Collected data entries
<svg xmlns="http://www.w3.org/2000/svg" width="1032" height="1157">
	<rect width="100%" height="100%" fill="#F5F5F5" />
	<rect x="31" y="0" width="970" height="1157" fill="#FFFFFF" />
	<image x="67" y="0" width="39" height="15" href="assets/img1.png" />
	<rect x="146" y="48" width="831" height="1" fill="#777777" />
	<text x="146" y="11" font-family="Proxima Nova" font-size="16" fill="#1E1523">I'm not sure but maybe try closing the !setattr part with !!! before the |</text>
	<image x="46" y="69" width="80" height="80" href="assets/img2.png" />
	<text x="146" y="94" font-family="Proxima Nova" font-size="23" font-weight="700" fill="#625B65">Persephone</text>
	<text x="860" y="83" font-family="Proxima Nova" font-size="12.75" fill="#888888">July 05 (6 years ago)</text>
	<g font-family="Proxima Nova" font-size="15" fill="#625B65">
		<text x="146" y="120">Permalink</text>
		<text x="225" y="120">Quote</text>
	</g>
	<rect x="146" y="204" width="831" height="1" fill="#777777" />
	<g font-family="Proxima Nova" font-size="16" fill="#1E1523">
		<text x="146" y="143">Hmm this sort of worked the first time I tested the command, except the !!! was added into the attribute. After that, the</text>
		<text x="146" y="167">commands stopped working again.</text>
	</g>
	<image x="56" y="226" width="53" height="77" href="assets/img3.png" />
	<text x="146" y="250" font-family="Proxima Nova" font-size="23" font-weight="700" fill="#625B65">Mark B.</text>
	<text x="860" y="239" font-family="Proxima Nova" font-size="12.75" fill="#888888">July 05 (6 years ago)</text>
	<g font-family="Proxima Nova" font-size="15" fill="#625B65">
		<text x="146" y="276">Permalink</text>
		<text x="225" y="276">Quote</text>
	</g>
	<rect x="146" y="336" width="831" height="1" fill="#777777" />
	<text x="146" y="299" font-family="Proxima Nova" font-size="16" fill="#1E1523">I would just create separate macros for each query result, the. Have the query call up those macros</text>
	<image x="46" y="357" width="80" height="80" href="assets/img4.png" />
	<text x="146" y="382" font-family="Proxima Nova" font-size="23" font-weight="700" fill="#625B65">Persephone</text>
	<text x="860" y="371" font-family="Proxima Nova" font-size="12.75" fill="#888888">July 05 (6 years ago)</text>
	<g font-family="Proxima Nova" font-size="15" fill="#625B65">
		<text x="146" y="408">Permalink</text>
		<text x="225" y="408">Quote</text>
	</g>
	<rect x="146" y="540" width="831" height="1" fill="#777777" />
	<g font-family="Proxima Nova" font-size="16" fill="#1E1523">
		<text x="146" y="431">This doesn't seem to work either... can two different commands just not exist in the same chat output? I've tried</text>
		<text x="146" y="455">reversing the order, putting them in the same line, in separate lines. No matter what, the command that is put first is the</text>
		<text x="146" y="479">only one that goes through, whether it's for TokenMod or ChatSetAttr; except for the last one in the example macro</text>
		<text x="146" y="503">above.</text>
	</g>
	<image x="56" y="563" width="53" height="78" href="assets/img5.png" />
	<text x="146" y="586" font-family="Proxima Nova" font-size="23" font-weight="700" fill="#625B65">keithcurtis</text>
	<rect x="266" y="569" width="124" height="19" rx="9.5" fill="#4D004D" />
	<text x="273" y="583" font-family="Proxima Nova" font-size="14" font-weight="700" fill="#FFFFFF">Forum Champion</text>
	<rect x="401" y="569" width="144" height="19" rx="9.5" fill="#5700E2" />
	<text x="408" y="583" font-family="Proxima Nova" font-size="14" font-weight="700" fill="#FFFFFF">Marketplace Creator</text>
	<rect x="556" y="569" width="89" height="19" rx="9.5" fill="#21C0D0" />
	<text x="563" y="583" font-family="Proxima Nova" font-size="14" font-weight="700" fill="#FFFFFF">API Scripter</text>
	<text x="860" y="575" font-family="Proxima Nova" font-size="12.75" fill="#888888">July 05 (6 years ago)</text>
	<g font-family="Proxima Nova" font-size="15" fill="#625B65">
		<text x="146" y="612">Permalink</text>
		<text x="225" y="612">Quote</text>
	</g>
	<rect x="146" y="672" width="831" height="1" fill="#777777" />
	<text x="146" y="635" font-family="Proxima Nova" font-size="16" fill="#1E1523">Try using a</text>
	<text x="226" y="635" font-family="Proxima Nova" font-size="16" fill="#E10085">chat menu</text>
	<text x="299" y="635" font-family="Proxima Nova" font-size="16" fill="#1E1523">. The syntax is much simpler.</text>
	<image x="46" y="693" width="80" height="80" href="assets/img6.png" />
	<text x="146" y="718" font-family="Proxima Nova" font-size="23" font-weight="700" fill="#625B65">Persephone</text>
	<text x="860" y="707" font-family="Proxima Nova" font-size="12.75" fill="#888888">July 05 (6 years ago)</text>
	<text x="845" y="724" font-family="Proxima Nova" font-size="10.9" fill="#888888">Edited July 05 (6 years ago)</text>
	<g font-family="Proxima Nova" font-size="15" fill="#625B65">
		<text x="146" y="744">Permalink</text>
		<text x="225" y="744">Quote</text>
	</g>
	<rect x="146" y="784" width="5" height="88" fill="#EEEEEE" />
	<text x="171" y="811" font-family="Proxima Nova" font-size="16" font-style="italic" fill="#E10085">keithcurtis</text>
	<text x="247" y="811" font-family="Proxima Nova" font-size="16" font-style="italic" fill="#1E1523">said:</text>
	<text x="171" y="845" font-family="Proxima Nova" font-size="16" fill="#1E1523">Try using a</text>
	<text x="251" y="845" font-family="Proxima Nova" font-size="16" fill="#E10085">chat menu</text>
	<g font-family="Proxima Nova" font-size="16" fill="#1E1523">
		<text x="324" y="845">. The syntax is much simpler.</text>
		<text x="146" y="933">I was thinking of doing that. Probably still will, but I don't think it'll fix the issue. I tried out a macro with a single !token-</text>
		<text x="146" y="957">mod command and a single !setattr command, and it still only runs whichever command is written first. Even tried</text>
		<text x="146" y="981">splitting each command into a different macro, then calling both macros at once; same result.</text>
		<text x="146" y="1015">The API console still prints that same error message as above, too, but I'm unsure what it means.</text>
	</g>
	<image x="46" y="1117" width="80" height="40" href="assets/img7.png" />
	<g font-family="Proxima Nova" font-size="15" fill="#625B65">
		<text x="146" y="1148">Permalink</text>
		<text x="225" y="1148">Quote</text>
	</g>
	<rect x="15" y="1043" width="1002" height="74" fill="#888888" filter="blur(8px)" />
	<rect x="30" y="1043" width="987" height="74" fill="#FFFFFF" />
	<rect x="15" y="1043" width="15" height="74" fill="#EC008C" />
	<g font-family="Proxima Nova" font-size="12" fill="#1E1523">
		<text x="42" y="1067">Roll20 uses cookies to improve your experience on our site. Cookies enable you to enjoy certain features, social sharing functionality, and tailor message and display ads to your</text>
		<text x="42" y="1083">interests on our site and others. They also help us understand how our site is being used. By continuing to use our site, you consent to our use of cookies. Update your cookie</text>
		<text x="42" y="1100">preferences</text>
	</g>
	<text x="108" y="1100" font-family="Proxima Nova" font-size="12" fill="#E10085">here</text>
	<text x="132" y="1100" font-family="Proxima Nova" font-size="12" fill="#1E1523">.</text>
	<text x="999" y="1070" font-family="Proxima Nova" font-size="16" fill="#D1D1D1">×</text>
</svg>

▸ Assignment
Identify the lines above that contain the word "Permalink", then copy them.

▸ Solution for this problem
		<text x="146" y="120">Permalink</text>
		<text x="146" y="276">Permalink</text>
		<text x="146" y="408">Permalink</text>
		<text x="146" y="612">Permalink</text>
		<text x="146" y="744">Permalink</text>
		<text x="146" y="1148">Permalink</text>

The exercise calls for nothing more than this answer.